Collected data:
--- START ---

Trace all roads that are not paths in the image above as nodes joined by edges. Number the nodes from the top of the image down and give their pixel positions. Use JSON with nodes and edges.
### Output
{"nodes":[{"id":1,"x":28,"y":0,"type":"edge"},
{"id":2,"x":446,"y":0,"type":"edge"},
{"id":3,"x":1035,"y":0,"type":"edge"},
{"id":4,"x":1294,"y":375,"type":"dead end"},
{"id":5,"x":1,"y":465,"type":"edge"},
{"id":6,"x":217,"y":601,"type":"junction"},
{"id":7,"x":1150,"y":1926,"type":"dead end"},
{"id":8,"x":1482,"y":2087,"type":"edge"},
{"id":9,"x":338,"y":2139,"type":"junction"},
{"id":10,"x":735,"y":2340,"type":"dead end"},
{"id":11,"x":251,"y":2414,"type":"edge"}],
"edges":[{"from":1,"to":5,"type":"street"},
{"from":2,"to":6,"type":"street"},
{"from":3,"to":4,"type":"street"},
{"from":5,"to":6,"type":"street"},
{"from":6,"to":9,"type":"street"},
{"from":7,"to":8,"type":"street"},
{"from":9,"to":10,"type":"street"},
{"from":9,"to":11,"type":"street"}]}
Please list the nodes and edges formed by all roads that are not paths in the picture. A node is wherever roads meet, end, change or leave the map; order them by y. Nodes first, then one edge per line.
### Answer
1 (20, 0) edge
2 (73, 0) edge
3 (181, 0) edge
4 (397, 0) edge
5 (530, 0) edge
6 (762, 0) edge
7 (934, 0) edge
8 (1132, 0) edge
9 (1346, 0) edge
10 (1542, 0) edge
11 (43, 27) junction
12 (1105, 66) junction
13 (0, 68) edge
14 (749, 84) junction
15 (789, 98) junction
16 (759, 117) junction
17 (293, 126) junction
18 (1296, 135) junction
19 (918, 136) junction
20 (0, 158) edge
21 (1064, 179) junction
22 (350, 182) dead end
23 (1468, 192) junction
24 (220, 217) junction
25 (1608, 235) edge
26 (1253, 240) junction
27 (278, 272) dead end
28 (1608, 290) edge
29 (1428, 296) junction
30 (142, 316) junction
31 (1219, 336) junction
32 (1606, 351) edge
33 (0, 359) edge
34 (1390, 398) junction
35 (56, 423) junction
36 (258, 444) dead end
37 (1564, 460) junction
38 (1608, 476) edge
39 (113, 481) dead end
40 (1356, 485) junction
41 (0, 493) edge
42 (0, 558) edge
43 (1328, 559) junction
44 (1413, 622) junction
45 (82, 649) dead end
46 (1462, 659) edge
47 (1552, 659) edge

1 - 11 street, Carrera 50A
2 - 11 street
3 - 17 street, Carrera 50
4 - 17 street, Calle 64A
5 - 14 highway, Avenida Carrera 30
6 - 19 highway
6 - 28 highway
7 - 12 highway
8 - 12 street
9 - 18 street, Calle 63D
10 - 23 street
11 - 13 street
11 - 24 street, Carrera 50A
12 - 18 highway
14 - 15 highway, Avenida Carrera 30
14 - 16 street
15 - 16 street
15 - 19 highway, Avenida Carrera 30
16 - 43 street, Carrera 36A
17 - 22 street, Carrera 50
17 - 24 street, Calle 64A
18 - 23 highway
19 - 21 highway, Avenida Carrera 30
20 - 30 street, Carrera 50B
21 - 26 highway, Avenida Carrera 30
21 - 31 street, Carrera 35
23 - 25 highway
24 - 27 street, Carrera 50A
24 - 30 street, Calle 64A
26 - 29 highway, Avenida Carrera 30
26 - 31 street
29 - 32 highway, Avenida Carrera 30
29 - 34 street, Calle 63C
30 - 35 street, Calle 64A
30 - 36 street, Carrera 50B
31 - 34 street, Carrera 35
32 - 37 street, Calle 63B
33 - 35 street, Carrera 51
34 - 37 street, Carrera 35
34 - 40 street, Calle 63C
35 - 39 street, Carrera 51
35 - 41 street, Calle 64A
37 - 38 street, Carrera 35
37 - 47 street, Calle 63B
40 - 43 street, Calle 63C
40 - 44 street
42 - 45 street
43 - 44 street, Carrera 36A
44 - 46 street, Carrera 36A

--- END ---

**What is being asked**
All the entries above need to be reproduced exactly.

**Finished task**
Trace all roads that are not paths in the image above as nodes joined by edges. Number the nodes from the top of the image down and give their pixel positions. Use JSON with nodes and edges.
### Output
{"nodes":[{"id":1,"x":28,"y":0,"type":"edge"},
{"id":2,"x":446,"y":0,"type":"edge"},
{"id":3,"x":1035,"y":0,"type":"edge"},
{"id":4,"x":1294,"y":375,"type":"dead end"},
{"id":5,"x":1,"y":465,"type":"edge"},
{"id":6,"x":217,"y":601,"type":"junction"},
{"id":7,"x":1150,"y":1926,"type":"dead end"},
{"id":8,"x":1482,"y":2087,"type":"edge"},
{"id":9,"x":338,"y":2139,"type":"junction"},
{"id":10,"x":735,"y":2340,"type":"dead end"},
{"id":11,"x":251,"y":2414,"type":"edge"}],
"edges":[{"from":1,"to":5,"type":"street"},
{"from":2,"to":6,"type":"street"},
{"from":3,"to":4,"type":"street"},
{"from":5,"to":6,"type":"street"},
{"from":6,"to":9,"type":"street"},
{"from":7,"to":8,"type":"street"},
{"from":9,"to":10,"type":"street"},
{"from":9,"to":11,"type":"street"}]}
Please list the nodes and edges formed by all roads that are not paths in the picture. A node is wherever roads meet, end, change or leave the map; order them by y. Nodes first, then one edge per line.
### Answer
1 (20, 0) edge
2 (73, 0) edge
3 (181, 0) edge
4 (397, 0) edge
5 (530, 0) edge
6 (762, 0) edge
7 (934, 0) edge
8 (1132, 0) edge
9 (1346, 0) edge
10 (1542, 0) edge
11 (43, 27) junction
12 (1105, 66) junction
13 (0, 68) edge
14 (749, 84) junction
15 (789, 98) junction
16 (759, 117) junction
17 (293, 126) junction
18 (1296, 135) junction
19 (918, 136) junction
20 (0, 158) edge
21 (1064, 179) junction
22 (350, 182) dead end
23 (1468, 192) junction
24 (220, 217) junction
25 (1608, 235) edge
26 (1253, 240) junction
27 (278, 272) dead end
28 (1608, 290) edge
29 (1428, 296) junction
30 (142, 316) junction
31 (1219, 336) junction
32 (1606, 351) edge
33 (0, 359) edge
34 (1390, 398) junction
35 (56, 423) junction
36 (258, 444) dead end
37 (1564, 460) junction
38 (1608, 476) edge
39 (113, 481) dead end
40 (1356, 485) junction
41 (0, 493) edge
42 (0, 558) edge
43 (1328, 559) junction
44 (1413, 622) junction
45 (82, 649) dead end
46 (1462, 659) edge
47 (1552, 659) edge

1 - 11 street, Carrera 50A
2 - 11 street
3 - 17 street, Carrera 50
4 - 17 street, Calle 64A
5 - 14 highway, Avenida Carrera 30
6 - 19 highway
6 - 28 highway
7 - 12 highway
8 - 12 street
9 - 18 street, Calle 63D
10 - 23 street
11 - 13 street
11 - 24 street, Carrera 50A
12 - 18 highway
14 - 15 highway, Avenida Carrera 30
14 - 16 street
15 - 16 street
15 - 19 highway, Avenida Carrera 30
16 - 43 street, Carrera 36A
17 - 22 street, Carrera 50
17 - 24 street, Calle 64A
18 - 23 highway
19 - 21 highway, Avenida Carrera 30
20 - 30 street, Carrera 50B
21 - 26 highway, Avenida Carrera 30
21 - 31 street, Carrera 35
23 - 25 highway
24 - 27 street, Carrera 50A
24 - 30 street, Calle 64A
26 - 29 highway, Avenida Carrera 30
26 - 31 street
29 - 32 highway, Avenida Carrera 30
29 - 34 street, Calle 63C
30 - 35 street, Calle 64A
30 - 36 street, Carrera 50B
31 - 34 street, Carrera 35
32 - 37 street, Calle 63B
33 - 35 street, Carrera 51
34 - 37 street, Carrera 35
34 - 40 street, Calle 63C
35 - 39 street, Carrera 51
35 - 41 street, Calle 64A
37 - 38 street, Carrera 35
37 - 47 street, Calle 63B
40 - 43 street, Calle 63C
40 - 44 street
42 - 45 street
43 - 44 street, Carrera 36A
44 - 46 street, Carrera 36A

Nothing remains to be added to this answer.